■ **Problem statement**
The answer is an exact repetition of every entry, with all images left out.

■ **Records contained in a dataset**
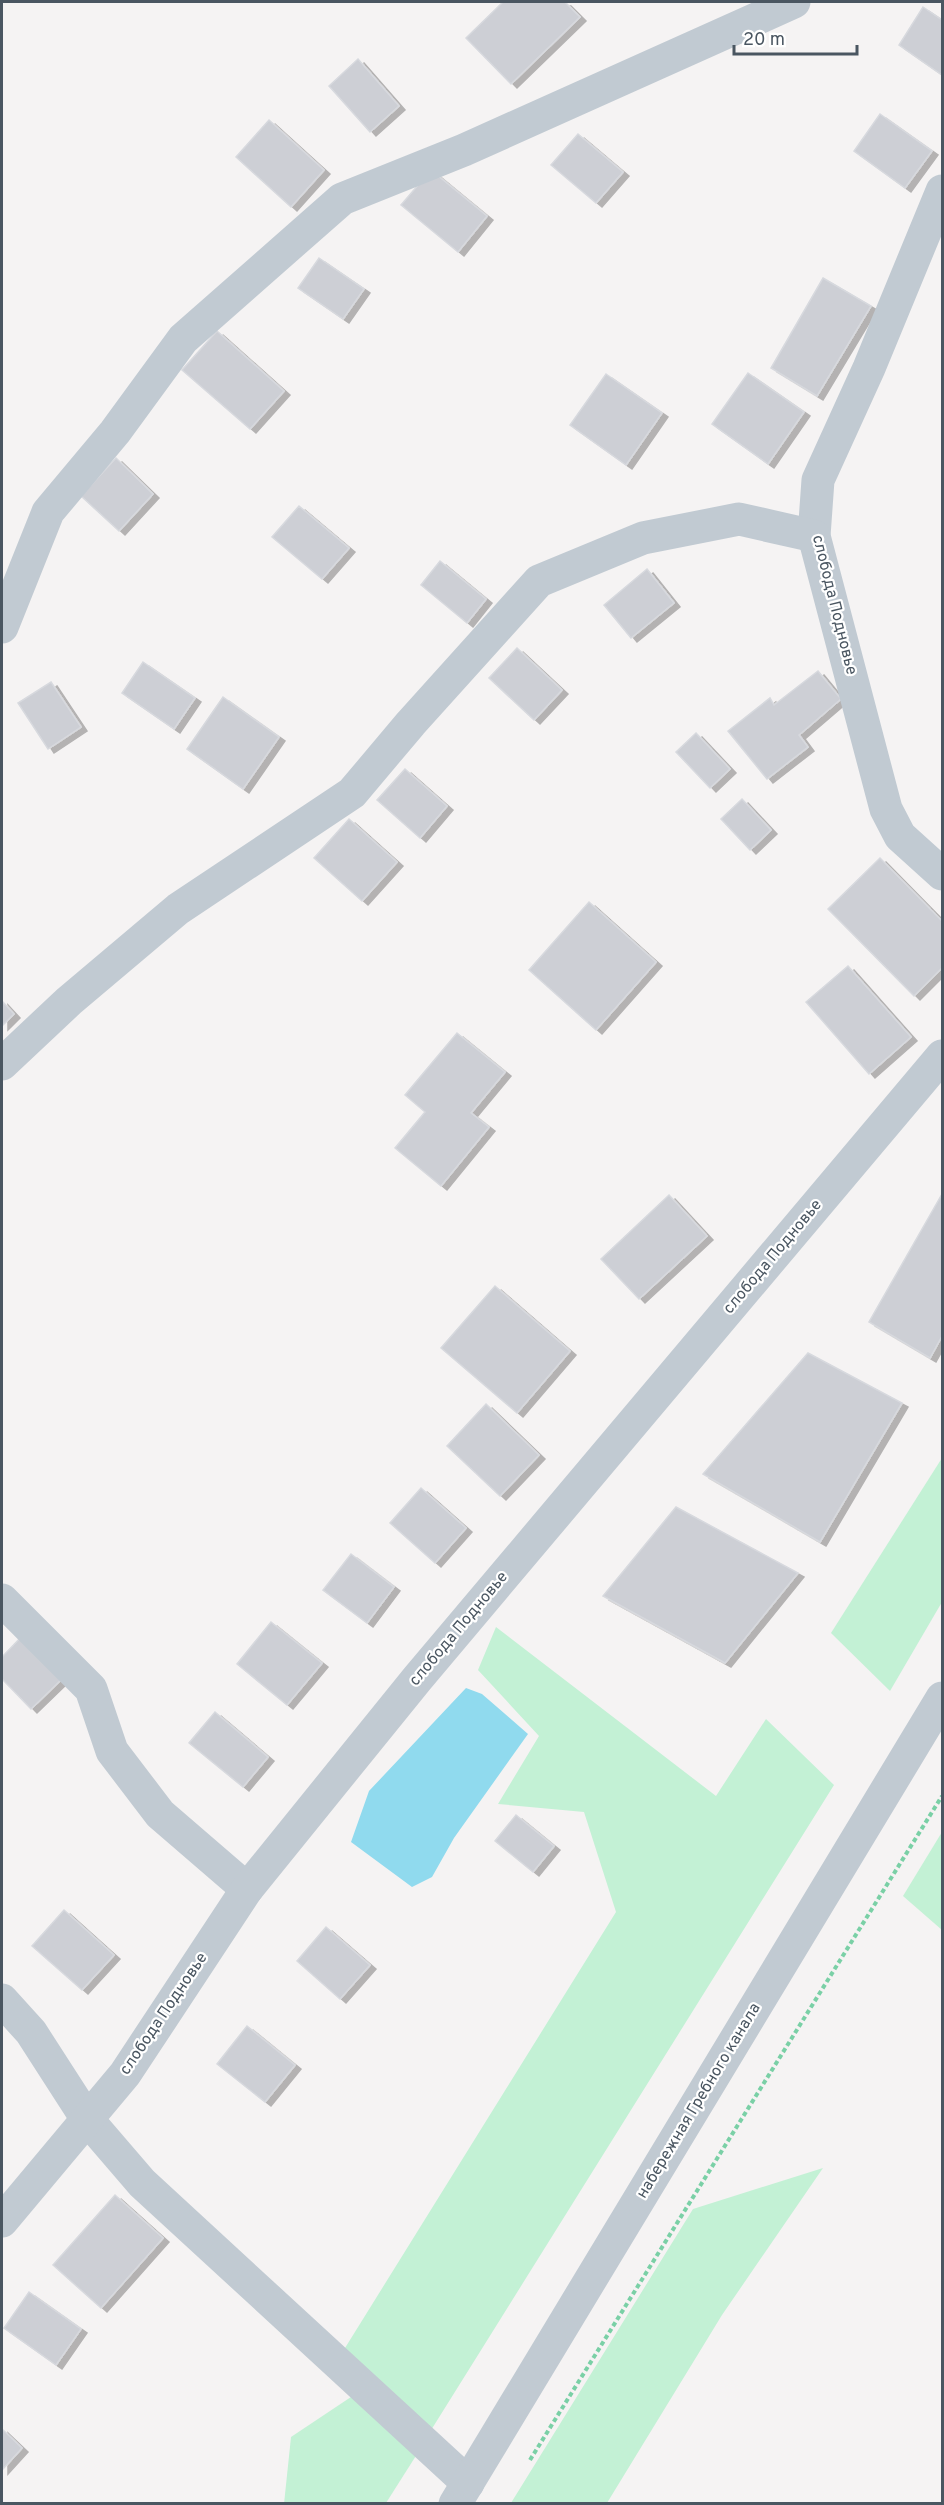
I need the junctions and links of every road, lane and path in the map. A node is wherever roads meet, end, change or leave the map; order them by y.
1 (794, 2) edge
2 (942, 191) edge
3 (814, 536) junction
4 (2, 627) edge
5 (942, 874) edge
6 (942, 1056) edge
7 (2, 1064) edge
8 (2, 1600) edge
9 (942, 1698) edge
10 (942, 1796) edge
11 (247, 1889) junction
12 (2, 2000) edge
13 (87, 2120) junction
14 (2, 2221) edge
15 (527, 2465) dead end
16 (461, 2493) edge

1 - 4 street
2 - 3 street, слобода Подновье
3 - 5 street, слобода Подновье
3 - 7 street
6 - 11 street, слобода Подновье
8 - 11 street
9 - 16 street, набережная Гребного канала
10 - 15 path
11 - 13 street, слобода Подновье
12 - 13 street
13 - 14 street, слобода Подновье
13 - 16 street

■ **Answer to this exercise**
I need the junctions and links of every road, lane and path in the map. A node is wherever roads meet, end, change or leave the map; order them by y.
1 (794, 2) edge
2 (942, 191) edge
3 (814, 536) junction
4 (2, 627) edge
5 (942, 874) edge
6 (942, 1056) edge
7 (2, 1064) edge
8 (2, 1600) edge
9 (942, 1698) edge
10 (942, 1796) edge
11 (247, 1889) junction
12 (2, 2000) edge
13 (87, 2120) junction
14 (2, 2221) edge
15 (527, 2465) dead end
16 (461, 2493) edge

1 - 4 street
2 - 3 street, слобода Подновье
3 - 5 street, слобода Подновье
3 - 7 street
6 - 11 street, слобода Подновье
8 - 11 street
9 - 16 street, набережная Гребного канала
10 - 15 path
11 - 13 street, слобода Подновье
12 - 13 street
13 - 14 street, слобода Подновье
13 - 16 street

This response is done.